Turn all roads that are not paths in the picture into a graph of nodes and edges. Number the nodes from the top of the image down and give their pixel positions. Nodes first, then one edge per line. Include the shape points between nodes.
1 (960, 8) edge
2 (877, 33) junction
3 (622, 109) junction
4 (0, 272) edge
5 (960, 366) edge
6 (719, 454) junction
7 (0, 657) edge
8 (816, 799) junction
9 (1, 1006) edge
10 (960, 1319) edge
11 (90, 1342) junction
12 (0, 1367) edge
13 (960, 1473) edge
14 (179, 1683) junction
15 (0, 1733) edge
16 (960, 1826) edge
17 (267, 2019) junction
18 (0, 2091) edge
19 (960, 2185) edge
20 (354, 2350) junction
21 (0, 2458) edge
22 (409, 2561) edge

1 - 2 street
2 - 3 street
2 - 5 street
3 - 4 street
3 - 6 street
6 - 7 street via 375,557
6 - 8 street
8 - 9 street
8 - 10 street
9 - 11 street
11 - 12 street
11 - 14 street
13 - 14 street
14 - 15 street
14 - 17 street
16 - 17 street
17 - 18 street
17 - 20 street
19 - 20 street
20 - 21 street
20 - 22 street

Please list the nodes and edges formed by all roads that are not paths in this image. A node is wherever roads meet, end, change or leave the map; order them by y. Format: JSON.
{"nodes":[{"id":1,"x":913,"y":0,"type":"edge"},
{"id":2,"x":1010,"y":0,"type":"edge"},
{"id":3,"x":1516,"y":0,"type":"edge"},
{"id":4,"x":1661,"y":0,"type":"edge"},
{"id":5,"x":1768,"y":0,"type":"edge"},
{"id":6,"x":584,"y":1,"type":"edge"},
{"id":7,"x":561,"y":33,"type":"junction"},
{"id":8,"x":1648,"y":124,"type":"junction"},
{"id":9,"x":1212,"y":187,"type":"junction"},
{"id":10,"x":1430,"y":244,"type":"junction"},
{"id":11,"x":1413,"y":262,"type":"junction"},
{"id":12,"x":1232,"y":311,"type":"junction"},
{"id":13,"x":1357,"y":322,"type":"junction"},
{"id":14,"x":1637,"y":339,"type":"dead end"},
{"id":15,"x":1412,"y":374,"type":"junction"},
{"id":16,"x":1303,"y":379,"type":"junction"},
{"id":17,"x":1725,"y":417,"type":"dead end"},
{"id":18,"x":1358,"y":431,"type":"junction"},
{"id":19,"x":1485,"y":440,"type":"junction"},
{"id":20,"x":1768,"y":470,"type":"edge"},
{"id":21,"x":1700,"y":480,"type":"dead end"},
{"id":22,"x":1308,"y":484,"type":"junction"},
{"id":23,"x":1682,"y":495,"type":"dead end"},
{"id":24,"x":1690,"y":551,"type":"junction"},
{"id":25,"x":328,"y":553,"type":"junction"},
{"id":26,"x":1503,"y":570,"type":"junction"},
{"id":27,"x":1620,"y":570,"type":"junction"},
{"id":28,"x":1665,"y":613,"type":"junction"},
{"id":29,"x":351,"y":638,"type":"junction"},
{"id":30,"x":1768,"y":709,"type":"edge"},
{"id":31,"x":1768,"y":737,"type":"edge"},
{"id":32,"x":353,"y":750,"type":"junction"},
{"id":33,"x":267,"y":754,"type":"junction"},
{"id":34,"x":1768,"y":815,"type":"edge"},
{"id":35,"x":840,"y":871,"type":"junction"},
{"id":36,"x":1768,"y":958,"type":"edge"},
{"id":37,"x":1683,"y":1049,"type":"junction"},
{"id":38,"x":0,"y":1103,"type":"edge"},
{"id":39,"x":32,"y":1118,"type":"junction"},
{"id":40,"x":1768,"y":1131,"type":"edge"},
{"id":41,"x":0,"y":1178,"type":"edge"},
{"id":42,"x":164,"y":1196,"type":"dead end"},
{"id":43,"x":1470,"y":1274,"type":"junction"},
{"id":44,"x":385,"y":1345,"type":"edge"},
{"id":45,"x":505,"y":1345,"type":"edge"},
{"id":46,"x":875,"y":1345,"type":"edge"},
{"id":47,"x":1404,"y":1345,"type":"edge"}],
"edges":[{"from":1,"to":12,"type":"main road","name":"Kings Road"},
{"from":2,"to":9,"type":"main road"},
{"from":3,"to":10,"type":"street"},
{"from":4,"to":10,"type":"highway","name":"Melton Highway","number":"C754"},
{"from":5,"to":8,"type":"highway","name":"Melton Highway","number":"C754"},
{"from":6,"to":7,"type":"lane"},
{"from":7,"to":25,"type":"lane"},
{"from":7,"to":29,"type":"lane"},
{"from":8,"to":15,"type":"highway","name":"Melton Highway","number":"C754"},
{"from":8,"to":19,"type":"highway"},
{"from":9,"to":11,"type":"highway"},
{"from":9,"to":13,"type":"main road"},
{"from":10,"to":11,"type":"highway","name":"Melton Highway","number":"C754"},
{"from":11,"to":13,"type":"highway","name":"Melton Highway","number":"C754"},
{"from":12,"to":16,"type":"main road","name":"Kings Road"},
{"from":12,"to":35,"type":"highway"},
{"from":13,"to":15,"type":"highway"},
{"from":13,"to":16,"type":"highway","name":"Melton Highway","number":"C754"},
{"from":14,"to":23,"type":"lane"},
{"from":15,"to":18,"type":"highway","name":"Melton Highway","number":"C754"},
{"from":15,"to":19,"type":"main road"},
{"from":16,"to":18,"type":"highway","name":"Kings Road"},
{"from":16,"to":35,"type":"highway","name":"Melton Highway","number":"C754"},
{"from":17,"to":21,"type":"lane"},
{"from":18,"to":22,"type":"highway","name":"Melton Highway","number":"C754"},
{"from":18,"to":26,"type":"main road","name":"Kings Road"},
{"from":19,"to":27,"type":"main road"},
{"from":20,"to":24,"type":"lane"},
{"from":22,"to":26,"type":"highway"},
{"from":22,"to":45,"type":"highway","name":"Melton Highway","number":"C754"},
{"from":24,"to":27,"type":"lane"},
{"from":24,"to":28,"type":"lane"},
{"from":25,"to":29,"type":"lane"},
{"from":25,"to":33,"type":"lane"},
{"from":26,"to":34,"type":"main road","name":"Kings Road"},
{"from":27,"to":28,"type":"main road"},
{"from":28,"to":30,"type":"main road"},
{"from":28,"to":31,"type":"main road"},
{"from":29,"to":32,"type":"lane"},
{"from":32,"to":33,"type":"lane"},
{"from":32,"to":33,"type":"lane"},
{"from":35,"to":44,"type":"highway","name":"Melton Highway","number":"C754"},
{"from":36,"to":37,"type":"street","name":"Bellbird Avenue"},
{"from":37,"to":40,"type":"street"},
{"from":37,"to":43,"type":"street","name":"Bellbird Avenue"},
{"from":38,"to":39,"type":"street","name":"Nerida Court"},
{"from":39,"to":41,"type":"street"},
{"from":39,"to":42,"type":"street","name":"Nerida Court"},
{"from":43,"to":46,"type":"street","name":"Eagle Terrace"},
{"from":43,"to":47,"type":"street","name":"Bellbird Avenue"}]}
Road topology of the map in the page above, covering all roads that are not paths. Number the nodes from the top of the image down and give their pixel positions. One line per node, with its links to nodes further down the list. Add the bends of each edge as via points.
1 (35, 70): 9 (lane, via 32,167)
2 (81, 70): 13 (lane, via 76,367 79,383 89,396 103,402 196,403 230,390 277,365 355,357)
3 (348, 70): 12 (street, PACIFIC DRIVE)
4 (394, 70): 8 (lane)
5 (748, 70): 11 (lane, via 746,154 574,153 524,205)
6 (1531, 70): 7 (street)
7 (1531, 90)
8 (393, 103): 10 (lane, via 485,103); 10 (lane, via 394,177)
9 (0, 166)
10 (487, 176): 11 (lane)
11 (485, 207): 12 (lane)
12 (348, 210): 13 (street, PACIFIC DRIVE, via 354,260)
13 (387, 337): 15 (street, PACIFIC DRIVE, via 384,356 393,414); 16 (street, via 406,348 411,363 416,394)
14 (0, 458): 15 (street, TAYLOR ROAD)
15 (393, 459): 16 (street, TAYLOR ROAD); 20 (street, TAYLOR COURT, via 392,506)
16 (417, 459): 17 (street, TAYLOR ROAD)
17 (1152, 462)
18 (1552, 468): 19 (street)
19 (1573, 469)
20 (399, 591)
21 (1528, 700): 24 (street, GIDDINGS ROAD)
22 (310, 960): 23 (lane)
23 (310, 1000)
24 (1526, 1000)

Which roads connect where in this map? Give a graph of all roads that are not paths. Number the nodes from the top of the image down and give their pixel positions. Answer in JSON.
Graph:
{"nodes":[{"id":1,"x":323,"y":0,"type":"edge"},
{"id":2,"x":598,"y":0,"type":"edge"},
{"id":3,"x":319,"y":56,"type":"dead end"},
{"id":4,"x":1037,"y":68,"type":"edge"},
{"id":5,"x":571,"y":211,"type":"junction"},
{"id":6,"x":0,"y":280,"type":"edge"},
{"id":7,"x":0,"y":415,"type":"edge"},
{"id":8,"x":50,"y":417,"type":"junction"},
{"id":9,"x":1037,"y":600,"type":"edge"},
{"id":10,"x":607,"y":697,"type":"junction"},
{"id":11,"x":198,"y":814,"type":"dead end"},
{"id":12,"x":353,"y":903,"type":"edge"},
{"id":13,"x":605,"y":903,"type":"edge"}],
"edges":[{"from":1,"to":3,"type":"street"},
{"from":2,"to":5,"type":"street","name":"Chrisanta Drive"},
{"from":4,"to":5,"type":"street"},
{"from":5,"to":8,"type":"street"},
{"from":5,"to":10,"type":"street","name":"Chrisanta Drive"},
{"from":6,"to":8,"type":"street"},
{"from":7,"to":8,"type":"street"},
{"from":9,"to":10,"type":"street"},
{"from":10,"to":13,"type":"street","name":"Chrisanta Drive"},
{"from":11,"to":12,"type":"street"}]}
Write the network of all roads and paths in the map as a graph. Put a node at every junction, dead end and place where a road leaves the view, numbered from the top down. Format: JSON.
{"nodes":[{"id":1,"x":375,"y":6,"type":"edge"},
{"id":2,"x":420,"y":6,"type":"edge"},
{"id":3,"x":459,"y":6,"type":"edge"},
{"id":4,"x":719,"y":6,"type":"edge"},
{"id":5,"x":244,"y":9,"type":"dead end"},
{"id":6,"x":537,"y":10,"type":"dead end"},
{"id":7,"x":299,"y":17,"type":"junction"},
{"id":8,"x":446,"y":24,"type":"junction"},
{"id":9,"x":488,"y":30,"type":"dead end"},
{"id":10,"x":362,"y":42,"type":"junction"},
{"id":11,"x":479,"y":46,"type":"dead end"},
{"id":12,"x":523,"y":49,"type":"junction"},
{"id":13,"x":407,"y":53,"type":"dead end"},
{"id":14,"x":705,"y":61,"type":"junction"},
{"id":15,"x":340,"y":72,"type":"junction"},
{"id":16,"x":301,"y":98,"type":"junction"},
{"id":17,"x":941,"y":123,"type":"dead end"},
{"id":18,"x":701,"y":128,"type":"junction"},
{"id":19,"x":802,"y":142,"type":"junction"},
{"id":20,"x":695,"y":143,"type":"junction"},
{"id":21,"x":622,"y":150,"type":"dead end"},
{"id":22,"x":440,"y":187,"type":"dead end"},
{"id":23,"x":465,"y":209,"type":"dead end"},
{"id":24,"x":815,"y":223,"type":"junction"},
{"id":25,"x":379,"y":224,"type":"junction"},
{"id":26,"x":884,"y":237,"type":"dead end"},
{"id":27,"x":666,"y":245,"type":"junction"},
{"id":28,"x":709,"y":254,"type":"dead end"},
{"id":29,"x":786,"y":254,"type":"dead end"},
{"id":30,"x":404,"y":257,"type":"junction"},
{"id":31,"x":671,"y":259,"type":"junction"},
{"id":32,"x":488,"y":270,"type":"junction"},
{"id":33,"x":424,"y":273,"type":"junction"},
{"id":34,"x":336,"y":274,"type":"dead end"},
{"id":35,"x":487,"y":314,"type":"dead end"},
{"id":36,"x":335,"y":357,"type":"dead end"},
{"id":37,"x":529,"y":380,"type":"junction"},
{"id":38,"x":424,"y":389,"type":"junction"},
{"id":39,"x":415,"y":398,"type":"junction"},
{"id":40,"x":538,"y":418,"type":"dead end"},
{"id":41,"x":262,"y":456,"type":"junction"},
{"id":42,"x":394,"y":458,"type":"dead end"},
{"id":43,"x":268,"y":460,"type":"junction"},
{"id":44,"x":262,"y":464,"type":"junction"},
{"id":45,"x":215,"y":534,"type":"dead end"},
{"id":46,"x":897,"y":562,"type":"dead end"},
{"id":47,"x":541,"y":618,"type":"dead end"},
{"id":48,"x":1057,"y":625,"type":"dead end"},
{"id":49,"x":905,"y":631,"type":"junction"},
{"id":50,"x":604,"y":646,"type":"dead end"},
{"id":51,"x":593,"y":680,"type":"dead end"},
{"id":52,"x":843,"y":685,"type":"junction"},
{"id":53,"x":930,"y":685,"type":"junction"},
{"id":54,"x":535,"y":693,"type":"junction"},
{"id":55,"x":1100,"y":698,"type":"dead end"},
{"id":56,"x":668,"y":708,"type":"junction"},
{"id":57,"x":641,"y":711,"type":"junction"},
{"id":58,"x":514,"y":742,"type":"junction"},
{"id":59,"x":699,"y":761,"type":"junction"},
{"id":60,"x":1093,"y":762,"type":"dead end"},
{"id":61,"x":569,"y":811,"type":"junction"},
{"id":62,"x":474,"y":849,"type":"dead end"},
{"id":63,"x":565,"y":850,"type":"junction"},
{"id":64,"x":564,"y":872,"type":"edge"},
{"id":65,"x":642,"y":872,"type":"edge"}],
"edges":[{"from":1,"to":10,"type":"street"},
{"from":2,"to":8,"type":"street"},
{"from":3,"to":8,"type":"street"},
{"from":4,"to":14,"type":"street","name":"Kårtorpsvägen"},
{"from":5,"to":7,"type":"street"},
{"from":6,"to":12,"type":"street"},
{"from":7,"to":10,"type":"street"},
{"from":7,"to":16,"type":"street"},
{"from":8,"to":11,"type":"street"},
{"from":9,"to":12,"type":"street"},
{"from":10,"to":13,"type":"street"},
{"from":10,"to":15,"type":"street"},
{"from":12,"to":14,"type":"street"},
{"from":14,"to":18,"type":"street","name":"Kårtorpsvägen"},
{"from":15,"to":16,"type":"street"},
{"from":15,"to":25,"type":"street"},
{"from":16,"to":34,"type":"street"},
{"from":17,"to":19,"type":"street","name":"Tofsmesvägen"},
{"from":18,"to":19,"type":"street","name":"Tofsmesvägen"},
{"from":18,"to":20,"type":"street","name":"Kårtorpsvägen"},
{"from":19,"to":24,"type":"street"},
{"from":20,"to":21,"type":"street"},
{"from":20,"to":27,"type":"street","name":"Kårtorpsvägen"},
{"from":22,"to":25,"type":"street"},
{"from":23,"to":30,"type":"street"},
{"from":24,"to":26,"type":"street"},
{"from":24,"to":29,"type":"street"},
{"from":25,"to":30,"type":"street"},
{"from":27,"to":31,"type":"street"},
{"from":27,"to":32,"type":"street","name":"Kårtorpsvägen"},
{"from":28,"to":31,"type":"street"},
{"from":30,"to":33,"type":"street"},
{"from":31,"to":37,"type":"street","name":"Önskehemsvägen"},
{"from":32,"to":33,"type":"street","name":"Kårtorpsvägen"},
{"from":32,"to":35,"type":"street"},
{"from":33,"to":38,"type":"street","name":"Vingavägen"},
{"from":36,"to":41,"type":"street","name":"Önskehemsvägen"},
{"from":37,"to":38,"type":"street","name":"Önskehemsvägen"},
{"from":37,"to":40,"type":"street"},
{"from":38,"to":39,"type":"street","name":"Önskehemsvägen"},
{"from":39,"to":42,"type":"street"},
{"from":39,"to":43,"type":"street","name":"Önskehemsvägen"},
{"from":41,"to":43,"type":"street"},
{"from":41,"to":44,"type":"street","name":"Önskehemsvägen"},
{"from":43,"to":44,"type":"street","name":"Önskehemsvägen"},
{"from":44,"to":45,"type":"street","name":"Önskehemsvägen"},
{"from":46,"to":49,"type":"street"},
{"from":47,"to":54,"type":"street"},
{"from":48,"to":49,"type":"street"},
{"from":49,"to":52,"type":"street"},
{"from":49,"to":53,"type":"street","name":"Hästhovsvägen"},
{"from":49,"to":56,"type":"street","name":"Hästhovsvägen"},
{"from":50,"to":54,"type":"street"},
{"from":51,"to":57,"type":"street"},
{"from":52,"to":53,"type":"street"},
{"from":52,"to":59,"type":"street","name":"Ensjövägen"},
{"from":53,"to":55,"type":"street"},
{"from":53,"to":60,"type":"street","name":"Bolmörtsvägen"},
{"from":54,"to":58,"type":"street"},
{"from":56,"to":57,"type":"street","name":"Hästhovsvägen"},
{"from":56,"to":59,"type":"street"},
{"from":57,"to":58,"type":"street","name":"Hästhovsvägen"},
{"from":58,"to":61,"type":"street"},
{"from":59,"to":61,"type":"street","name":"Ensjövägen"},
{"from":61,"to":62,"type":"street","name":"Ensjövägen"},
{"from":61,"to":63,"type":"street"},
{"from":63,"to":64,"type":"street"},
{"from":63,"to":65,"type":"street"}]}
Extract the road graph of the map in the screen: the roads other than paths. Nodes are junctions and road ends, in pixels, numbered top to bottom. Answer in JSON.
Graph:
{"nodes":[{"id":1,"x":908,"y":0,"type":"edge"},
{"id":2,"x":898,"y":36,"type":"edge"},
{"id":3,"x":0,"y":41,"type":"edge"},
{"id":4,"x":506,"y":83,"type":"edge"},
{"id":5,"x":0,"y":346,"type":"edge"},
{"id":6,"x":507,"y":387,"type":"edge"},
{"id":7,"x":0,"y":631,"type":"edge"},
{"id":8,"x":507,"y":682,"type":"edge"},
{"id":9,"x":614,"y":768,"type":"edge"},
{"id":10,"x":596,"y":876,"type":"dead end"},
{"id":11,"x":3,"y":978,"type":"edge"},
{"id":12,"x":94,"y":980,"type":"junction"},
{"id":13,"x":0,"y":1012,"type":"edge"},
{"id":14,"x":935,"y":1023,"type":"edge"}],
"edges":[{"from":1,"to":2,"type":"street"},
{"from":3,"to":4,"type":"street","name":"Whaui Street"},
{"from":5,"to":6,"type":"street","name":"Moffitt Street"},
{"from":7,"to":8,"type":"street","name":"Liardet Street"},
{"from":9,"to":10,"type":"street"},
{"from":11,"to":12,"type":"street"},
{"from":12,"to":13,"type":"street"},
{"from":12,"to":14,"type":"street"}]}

++++++

■ REQUIREMENT:
Would you copy out every line in the records that includes the string "their"?

■ SOLUTION FOR THIS EXERCISE:
Turn all roads that are not paths in the picture into a graph of nodes and edges. Number the nodes from the top of the image down and give their pixel positions. Nodes first, then one edge per line. Include the shape points between nodes.
Road topology of the map in the page above, covering all roads that are not paths. Number the nodes from the top of the image down and give their pixel positions. One line per node, with its links to nodes further down the list. Add the bends of each edge as via points.
Which roads connect where in this map? Give a graph of all roads that are not paths. Number the nodes from the top of the image down and give their pixel positions. Answer in JSON.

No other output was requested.